### Task statement:
Search the entries below for the string "PRADA" and copy the lines that hold it.

### Task input:
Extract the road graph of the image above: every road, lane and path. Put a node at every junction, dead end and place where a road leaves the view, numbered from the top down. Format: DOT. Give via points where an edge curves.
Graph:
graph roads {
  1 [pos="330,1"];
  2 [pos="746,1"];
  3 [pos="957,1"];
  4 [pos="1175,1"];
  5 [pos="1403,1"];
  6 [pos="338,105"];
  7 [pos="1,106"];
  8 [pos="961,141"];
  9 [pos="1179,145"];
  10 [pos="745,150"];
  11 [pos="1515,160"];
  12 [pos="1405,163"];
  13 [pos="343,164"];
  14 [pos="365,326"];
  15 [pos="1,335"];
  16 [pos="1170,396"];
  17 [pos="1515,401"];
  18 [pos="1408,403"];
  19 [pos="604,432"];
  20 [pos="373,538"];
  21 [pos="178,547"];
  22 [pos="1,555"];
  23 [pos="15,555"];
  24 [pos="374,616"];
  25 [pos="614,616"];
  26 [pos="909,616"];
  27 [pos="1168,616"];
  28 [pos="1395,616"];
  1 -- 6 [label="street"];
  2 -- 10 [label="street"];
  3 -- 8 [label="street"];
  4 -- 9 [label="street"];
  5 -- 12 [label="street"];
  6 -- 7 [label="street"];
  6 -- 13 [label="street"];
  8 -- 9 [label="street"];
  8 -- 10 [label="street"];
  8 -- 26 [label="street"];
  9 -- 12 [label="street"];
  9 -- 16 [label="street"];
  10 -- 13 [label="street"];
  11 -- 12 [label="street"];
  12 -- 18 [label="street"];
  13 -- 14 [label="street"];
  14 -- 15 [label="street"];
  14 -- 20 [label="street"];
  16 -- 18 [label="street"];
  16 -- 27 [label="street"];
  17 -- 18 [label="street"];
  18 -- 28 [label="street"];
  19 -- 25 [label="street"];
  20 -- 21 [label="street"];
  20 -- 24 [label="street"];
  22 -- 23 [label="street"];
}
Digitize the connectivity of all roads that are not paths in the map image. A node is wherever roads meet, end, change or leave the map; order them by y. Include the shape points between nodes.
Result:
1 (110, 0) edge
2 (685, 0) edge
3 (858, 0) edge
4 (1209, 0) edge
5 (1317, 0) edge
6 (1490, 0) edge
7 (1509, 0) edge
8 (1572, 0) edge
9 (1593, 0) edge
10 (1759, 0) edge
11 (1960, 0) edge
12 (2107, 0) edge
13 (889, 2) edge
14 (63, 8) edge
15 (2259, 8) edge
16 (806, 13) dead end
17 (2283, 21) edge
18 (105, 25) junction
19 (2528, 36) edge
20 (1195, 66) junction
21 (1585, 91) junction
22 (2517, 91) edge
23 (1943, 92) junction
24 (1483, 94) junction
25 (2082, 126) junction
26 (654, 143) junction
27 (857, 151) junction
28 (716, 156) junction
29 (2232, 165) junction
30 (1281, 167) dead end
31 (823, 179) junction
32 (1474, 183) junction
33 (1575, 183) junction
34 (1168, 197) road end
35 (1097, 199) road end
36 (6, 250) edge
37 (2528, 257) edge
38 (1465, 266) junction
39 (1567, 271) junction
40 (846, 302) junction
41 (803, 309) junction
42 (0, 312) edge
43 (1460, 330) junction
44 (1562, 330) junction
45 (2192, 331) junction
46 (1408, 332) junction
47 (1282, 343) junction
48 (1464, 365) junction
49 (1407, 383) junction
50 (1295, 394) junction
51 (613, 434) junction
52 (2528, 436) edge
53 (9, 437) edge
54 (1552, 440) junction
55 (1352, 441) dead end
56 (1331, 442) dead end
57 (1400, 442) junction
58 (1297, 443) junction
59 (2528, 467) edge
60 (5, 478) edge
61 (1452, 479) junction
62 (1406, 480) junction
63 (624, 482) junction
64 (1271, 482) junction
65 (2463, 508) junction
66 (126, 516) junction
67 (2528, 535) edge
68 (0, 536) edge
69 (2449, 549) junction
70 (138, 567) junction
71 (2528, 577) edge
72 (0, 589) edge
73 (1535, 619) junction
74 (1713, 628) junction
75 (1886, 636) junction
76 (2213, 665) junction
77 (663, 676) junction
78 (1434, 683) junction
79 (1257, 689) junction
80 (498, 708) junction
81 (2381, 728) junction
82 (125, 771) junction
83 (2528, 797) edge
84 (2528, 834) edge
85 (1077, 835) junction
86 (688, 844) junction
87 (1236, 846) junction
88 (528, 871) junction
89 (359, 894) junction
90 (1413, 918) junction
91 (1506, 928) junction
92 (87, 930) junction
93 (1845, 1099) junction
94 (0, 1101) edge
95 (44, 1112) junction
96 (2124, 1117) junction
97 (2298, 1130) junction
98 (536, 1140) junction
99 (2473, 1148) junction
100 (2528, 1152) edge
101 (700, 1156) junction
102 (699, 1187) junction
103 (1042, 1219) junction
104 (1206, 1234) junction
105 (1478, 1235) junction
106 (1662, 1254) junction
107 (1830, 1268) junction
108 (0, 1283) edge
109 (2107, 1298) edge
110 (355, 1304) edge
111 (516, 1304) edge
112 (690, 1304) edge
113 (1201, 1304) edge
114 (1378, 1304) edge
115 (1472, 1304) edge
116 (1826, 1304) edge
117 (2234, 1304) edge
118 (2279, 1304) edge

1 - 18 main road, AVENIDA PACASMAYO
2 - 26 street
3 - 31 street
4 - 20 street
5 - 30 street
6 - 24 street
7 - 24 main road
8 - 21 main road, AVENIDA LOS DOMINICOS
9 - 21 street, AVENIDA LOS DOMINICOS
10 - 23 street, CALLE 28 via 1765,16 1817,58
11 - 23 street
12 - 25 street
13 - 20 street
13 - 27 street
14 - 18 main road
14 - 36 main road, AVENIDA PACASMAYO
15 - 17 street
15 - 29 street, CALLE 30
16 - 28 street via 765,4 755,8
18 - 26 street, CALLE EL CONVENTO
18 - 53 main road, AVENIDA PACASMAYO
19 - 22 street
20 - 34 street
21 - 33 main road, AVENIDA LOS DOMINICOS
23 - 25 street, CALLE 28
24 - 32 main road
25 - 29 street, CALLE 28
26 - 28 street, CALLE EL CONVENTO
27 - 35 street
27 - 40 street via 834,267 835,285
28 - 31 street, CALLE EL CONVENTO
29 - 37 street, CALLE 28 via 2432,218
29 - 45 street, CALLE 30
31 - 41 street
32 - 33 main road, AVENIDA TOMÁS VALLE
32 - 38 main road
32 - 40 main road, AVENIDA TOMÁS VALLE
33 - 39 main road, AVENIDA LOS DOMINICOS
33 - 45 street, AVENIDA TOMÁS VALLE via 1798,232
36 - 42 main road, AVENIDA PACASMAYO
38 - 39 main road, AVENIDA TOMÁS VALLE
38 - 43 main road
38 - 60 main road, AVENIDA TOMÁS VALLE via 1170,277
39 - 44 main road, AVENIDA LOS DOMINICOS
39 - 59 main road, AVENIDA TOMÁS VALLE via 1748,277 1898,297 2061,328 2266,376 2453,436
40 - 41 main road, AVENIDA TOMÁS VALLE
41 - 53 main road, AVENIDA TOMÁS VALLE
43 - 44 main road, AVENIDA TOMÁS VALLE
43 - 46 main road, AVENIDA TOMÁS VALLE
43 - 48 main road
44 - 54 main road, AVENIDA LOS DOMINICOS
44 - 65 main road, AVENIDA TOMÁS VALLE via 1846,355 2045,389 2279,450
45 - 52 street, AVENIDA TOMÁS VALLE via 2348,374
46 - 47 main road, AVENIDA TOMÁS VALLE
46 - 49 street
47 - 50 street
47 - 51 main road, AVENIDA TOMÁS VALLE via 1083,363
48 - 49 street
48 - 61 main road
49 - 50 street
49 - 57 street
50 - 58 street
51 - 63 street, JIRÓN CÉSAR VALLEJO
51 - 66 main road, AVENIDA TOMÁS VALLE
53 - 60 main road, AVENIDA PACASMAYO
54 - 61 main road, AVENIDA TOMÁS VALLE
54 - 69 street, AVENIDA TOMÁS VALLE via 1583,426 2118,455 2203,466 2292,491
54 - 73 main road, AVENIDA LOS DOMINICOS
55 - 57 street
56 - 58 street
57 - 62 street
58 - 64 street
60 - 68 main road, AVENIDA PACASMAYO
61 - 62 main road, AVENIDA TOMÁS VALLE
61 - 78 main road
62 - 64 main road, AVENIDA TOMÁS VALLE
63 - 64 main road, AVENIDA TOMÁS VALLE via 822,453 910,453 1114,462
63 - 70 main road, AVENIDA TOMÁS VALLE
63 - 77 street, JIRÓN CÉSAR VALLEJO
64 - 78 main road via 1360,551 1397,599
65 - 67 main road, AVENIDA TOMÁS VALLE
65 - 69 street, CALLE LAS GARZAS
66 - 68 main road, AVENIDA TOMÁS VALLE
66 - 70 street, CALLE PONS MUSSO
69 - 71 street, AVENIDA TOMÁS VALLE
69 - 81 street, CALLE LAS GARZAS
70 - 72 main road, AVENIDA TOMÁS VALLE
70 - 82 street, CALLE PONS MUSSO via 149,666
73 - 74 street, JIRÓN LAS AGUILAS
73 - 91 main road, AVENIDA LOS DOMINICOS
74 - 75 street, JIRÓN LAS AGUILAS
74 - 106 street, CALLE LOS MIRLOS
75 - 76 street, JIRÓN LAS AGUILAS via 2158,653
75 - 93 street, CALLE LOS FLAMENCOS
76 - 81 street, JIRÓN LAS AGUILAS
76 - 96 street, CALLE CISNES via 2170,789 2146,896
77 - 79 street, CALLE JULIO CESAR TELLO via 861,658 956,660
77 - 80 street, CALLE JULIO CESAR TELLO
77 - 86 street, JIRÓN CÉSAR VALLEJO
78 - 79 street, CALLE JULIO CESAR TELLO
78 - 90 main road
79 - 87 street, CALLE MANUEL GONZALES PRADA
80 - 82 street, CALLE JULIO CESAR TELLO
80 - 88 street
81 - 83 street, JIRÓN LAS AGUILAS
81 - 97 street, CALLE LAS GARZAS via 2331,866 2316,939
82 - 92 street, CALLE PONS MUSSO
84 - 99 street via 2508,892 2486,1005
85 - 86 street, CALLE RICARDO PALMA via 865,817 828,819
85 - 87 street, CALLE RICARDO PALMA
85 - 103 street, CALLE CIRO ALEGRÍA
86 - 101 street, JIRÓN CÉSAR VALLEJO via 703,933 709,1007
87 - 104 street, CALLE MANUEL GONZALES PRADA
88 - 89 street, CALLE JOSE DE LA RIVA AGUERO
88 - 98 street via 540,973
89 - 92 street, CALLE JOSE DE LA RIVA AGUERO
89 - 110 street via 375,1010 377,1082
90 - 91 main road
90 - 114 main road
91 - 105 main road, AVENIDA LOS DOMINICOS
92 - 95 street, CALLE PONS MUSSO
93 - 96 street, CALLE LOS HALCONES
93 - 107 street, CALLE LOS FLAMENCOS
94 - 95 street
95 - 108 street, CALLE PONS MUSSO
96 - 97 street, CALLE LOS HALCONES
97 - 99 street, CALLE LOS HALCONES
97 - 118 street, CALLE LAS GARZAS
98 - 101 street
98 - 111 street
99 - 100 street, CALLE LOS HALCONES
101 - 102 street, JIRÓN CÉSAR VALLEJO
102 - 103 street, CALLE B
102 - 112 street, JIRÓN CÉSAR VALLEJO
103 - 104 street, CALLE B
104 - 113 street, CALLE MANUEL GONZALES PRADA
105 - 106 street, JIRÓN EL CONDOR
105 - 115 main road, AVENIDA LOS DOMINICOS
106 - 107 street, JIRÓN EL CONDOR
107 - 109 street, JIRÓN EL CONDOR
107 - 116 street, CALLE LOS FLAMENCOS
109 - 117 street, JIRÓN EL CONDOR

### Final answer:
79 - 87 street, CALLE MANUEL GONZALES PRADA
87 - 104 street, CALLE MANUEL GONZALES PRADA
104 - 113 street, CALLE MANUEL GONZALES PRADA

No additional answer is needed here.